Eduardo Brito assume liderança da comissão política distrital do PS

O consenso vingou no XX congresso distrital do PS da Guarda, realizado no passado Sábado em Celorico da Beira. As duas moções estratégicas (uma afecta ao actual líder da Federação, António Saraiva, e a outra com a marca de Eduardo Brito, que em Março tinha desistido da candidatura à presidência da Federação) resultaram numa só. Do consenso resultou também a eleição de Eduardo Brito para líder da comissão política distrital. Os resultados eleitorais é que não acompanharam este “consenso”, tendo em conta que houve mais votos brancos (73) do que a favor (72). Para além disso, cinco delegados optaram pelo voto nulo.
António Saraiva disse aos jornalistas que não há vencedores nem vencidos neste congresso. Assegura que «há um PS que está unido para enfrentar os desafios que se aproximam (as autárquicas), para além da defesa dos interesses das populações». Quanto às autárquicas, o líder distrital está convicto de que o PS tem condições para vir a ser o partido maioritário no distrito.
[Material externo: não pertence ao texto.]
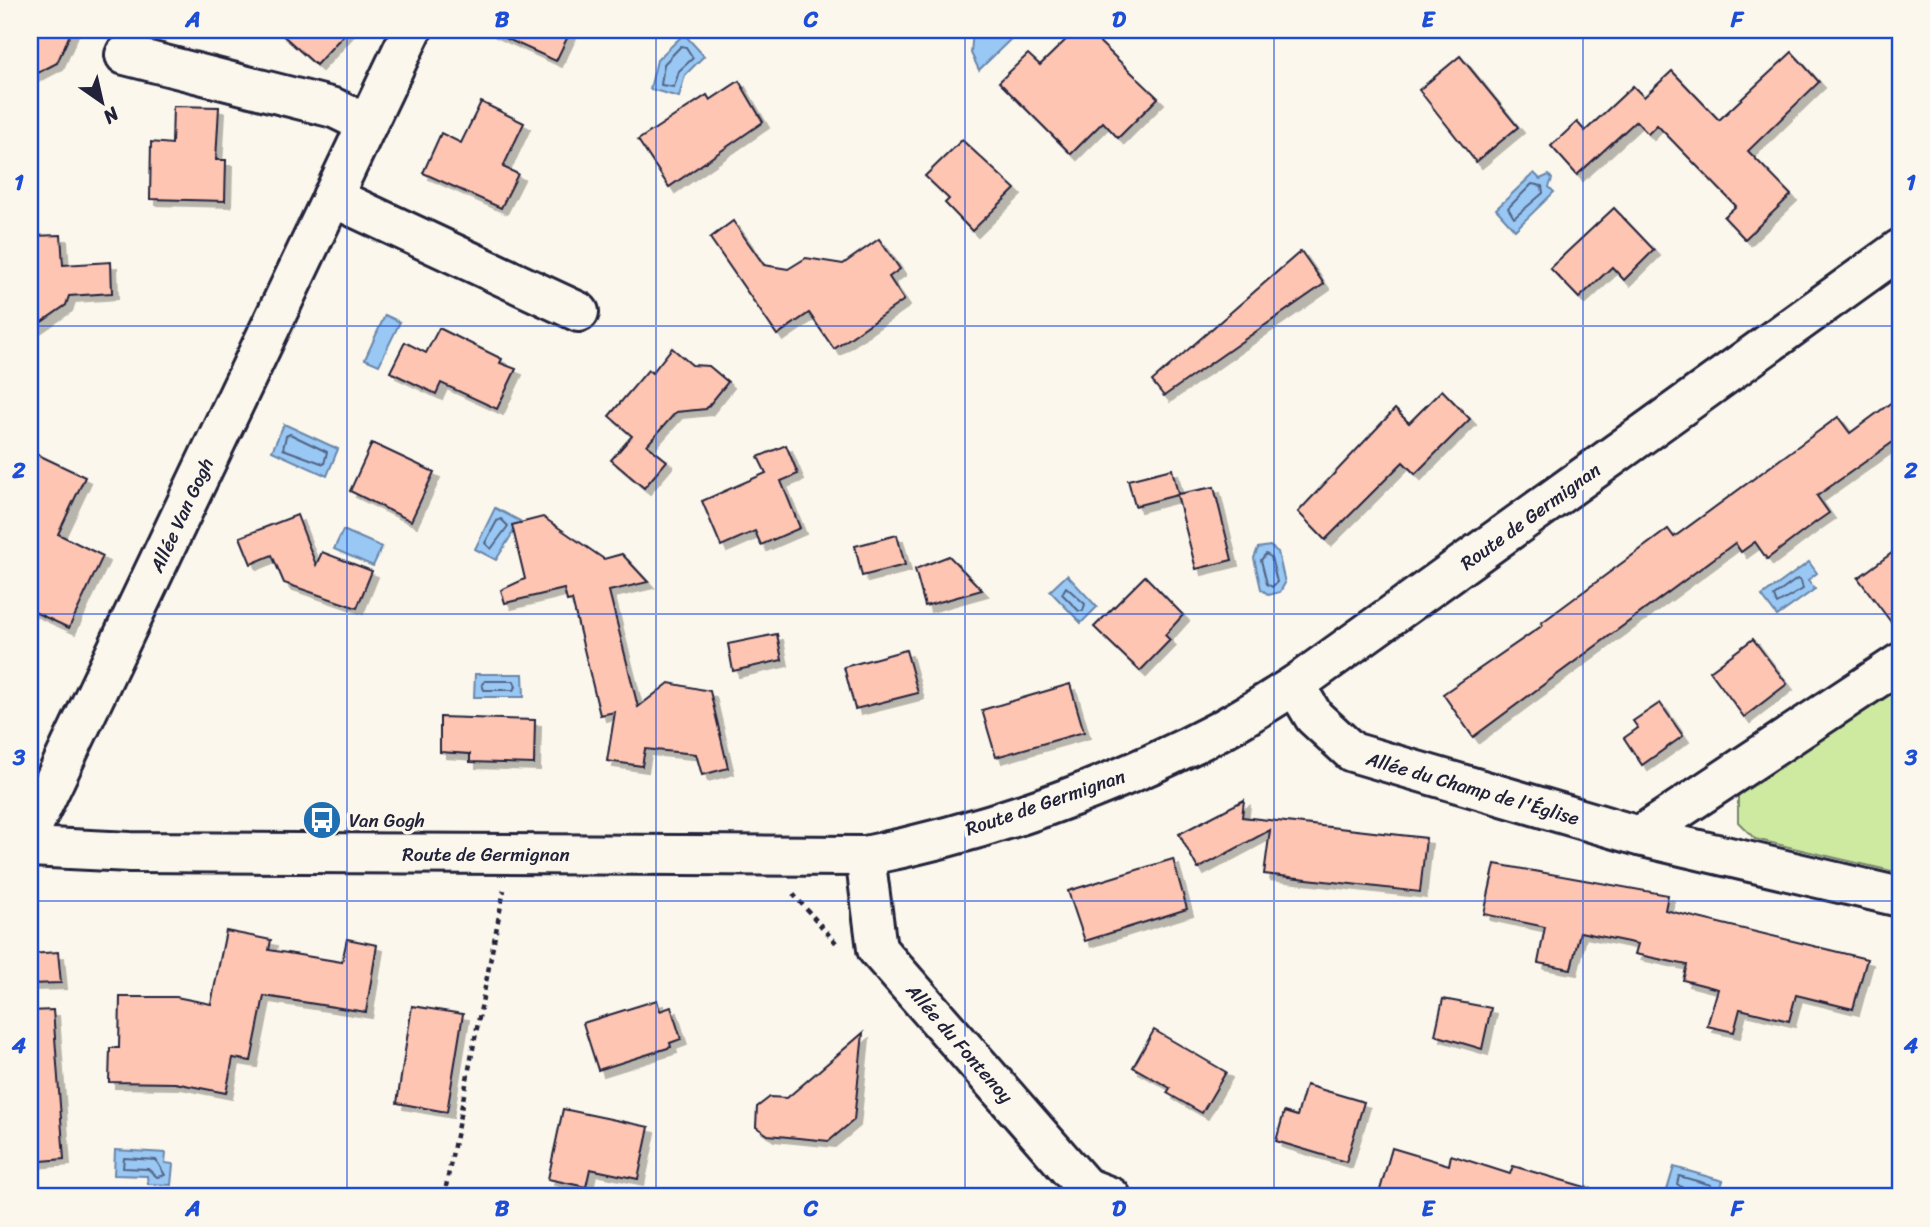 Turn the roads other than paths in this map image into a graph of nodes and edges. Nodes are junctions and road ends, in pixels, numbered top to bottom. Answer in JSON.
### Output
{"nodes":[{"id":1,"x":412,"y":30,"type":"edge"},
{"id":2,"x":125,"y":55,"type":"dead end"},
{"id":3,"x":367,"y":124,"type":"junction"},
{"id":4,"x":332,"y":197,"type":"junction"},
{"id":5,"x":1900,"y":249,"type":"edge"},
{"id":6,"x":579,"y":312,"type":"dead end"},
{"id":7,"x":1900,"y":663,"type":"edge"},
{"id":8,"x":1295,"y":685,"type":"junction"},
{"id":9,"x":30,"y":832,"type":"edge"},
{"id":10,"x":1639,"y":836,"type":"junction"},
{"id":11,"x":30,"y":847,"type":"edge"},
{"id":12,"x":865,"y":856,"type":"junction"},
{"id":13,"x":1900,"y":897,"type":"edge"},
{"id":14,"x":1111,"y":1197,"type":"edge"}],
"edges":[{"from":1,"to":3,"type":"street","name":"Allée Van Gogh"},
{"from":2,"to":3,"type":"street"},
{"from":3,"to":4,"type":"street","name":"Allée Van Gogh"},
{"from":4,"to":6,"type":"street"},
{"from":4,"to":9,"type":"street","name":"Allée Van Gogh"},
{"from":5,"to":8,"type":"street","name":"Route de Germignan"},
{"from":7,"to":10,"type":"street"},
{"from":8,"to":10,"type":"street","name":"Allée du Champ de l'Église"},
{"from":8,"to":12,"type":"street","name":"Route de Germignan"},
{"from":10,"to":13,"type":"street","name":"Allée du Champ de l'Église"},
{"from":11,"to":12,"type":"street","name":"Route de Germignan"},
{"from":12,"to":14,"type":"street","name":"Allée du Fontenoy"}]}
Para Eduardo Brito, «há um tempo para divergir e há um tempo para convergir». «Este é o tempo para convergir em torno de causas e objectivos comuns, desde logo o reforço do peso político [do PS] nas autárquicas», salientou. O ex-autarca de Seia admite que entre ele e o líder da federação «há pontos de vista diferentes que se continuam a manter mas há uma estratégia comum». Rejeita que passe a haver uma liderança bicéfala. Eduardo Brito considera que a comissão política vai ser «o centro do debate político do PS da Guarda».
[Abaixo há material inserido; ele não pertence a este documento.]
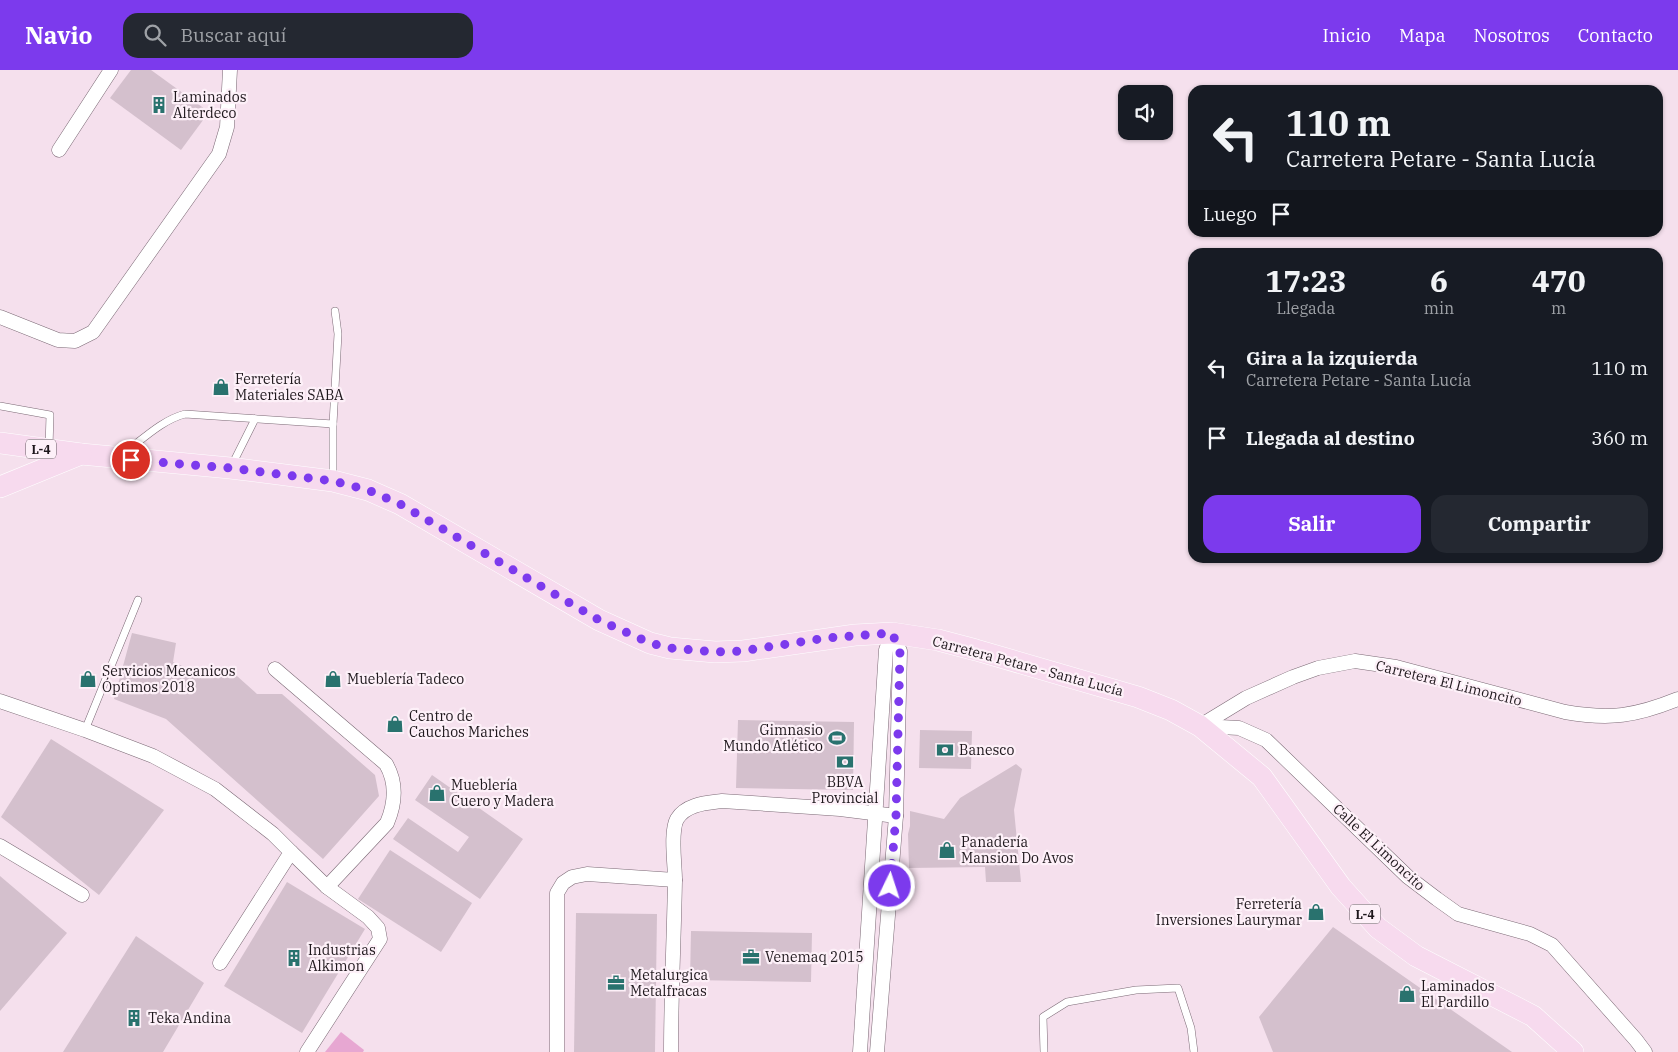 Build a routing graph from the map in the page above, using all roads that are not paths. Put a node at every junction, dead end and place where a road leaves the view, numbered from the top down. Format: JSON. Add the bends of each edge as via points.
{"nodes":[{"id":1,"x":111,"y":70,"type":"edge"},
{"id":2,"x":230,"y":70,"type":"edge"},
{"id":3,"x":59,"y":150,"type":"dead end"},
{"id":4,"x":334,"y":311,"type":"dead end"},
{"id":5,"x":0,"y":317,"type":"edge"},
{"id":6,"x":0,"y":406,"type":"edge"},
{"id":7,"x":255,"y":419,"type":"junction"},
{"id":8,"x":333,"y":424,"type":"junction"},
{"id":9,"x":0,"y":443,"type":"edge"},
{"id":10,"x":49,"y":450,"type":"junction"},
{"id":11,"x":82,"y":454,"type":"junction"},
{"id":12,"x":117,"y":458,"type":"junction"},
{"id":13,"x":230,"y":468,"type":"junction"},
{"id":14,"x":333,"y":481,"type":"junction"},
{"id":15,"x":0,"y":487,"type":"edge"},
{"id":16,"x":138,"y":600,"type":"dead end"},
{"id":17,"x":892,"y":633,"type":"junction"},
{"id":18,"x":275,"y":669,"type":"dead end"},
{"id":19,"x":1678,"y":699,"type":"edge"},
{"id":20,"x":0,"y":701,"type":"edge"},
{"id":21,"x":1200,"y":726,"type":"junction"},
{"id":22,"x":85,"y":730,"type":"junction"},
{"id":23,"x":876,"y":814,"type":"junction"},
{"id":24,"x":896,"y":816,"type":"junction"},
{"id":25,"x":0,"y":846,"type":"edge"},
{"id":26,"x":291,"y":852,"type":"junction"},
{"id":27,"x":675,"y":880,"type":"junction"},
{"id":28,"x":327,"y":887,"type":"junction"},
{"id":29,"x":82,"y":895,"type":"dead end"},
{"id":30,"x":220,"y":963,"type":"dead end"},
{"id":31,"x":307,"y":1052,"type":"edge"},
{"id":32,"x":558,"y":1052,"type":"edge"},
{"id":33,"x":671,"y":1052,"type":"edge"},
{"id":34,"x":860,"y":1052,"type":"edge"},
{"id":35,"x":877,"y":1052,"type":"edge"},
{"id":36,"x":1044,"y":1052,"type":"edge"},
{"id":37,"x":1194,"y":1052,"type":"edge"},
{"id":38,"x":1572,"y":1052,"type":"edge"},
{"id":39,"x":1645,"y":1052,"type":"edge"}],
"edges":[{"from":1,"to":3,"type":"street"},
{"from":2,"to":5,"type":"street","via":[[228,127],[219,154],[93,332],[75,340],[58,340]]},
{"from":4,"to":8,"type":"lane","via":[[338,334]]},
{"from":6,"to":10,"type":"lane","via":[[50,416]]},
{"from":7,"to":8,"type":"lane"},
{"from":7,"to":12,"type":"lane","via":[[175,416]]},
{"from":7,"to":13,"type":"lane"},
{"from":8,"to":14,"type":"lane"},
{"from":9,"to":10,"type":"main road","name":"Carretera Petare - Santa Lucía","number":"L-4"},
{"from":10,"to":11,"type":"main road","name":"Carretera Petare - Santa Lucía","number":"L-4"},
{"from":11,"to":12,"type":"main road","name":"Carretera Petare - Santa Lucía","number":"L-4"},
{"from":11,"to":15,"type":"main road"},
{"from":12,"to":13,"type":"main road","name":"Carretera Petare - Santa Lucía","number":"L-4"},
{"from":13,"to":14,"type":"main road","name":"Carretera Petare - Santa Lucía","number":"L-4"},
{"from":14,"to":17,"type":"main road","name":"Carretera Petare - Santa Lucía","number":"L-4","via":[[368,490],[400,504],[599,620],[650,643],[715,652],[742,651]]},
{"from":16,"to":22,"type":"lane"},
{"from":17,"to":21,"type":"main road","name":"Carretera Petare - Santa Lucía","number":"L-4","via":[[938,640],[1065,674],[1138,697]]},
{"from":17,"to":23,"type":"street","via":[[886,650]]},
{"from":17,"to":24,"type":"street","via":[[900,651]]},
{"from":18,"to":28,"type":"street","via":[[386,764],[392,774],[393,801],[387,823]]},
{"from":19,"to":21,"type":"street","name":"Carretera El Limoncito","via":[[1651,710],[1590,717],[1396,667],[1355,662],[1318,668],[1293,677],[1246,698]]},
{"from":20,"to":22,"type":"street"},
{"from":21,"to":38,"type":"main road","name":"Carretera Petare - Santa Lucía","number":"L-4","via":[[1262,777],[1341,888],[1378,928],[1416,956],[1533,1016]]},
{"from":21,"to":39,"type":"street","name":"Calle El Limoncito","via":[[1239,728],[1266,740],[1408,877],[1458,914],[1530,934],[1552,945]]},
{"from":22,"to":26,"type":"street","via":[[154,756],[215,789]]},
{"from":23,"to":24,"type":"street"},
{"from":23,"to":27,"type":"street","via":[[722,801],[703,803],[686,810],[674,828]]},
{"from":23,"to":34,"type":"street"},
{"from":24,"to":35,"type":"street"},
{"from":25,"to":29,"type":"street"},
{"from":26,"to":28,"type":"street"},
{"from":26,"to":30,"type":"street"},
{"from":27,"to":32,"type":"street","via":[[587,874],[563,883],[557,893]]},
{"from":27,"to":33,"type":"street"},
{"from":28,"to":31,"type":"street","via":[[368,917],[378,928],[380,939]]},
{"from":36,"to":37,"type":"lane","via":[[1043,1017],[1067,1002],[1136,990],[1178,988],[1191,1028]]}]}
Neste XX congresso do PS, para além da eleição da comissão política, foram ainda eleitas as comissões federativas de jurisdição, que será liderada por João Pimentel Loureiro, e de fiscalização económica e financeira, presidida por Ricardo Monteiro. Enquanto que para o primeiro órgão houve 74 votos a favor , 75 brancos e um nulo, para a comissão de fiscalização o resultado inverteu-se, tendo havido 75 votos a favor, 74 brancos e um nulo.
De recordar que na noite de 18 de Novembro uma diferença mínima separou o número de delegados eleitos pelas listas afectas a António Saraiva e Eduardo Brito.
No total do distrito, as listas afectas ao líder distrital obtiveram mais 19 votos.
No congresso distrital, para além destes 160 delegados, deveriam participar cerca de mais 40 militantes, que estariam por inerência, embora nem todos pudessem ter direito a voto. Certo é que na reunião apenas 150 delegados participaram nos actos eleitorais para a escolha dos novos diversos. Desta reunião magna sairá a nova comissão política distrital. Em declarações aos jornalistas, António Saraiva disse que a diferença do número de delegados eleitos «não trará alguma interferência» no congresso. Assegura que está «aberto ao diálogo em prol dos grandes desafios do partido».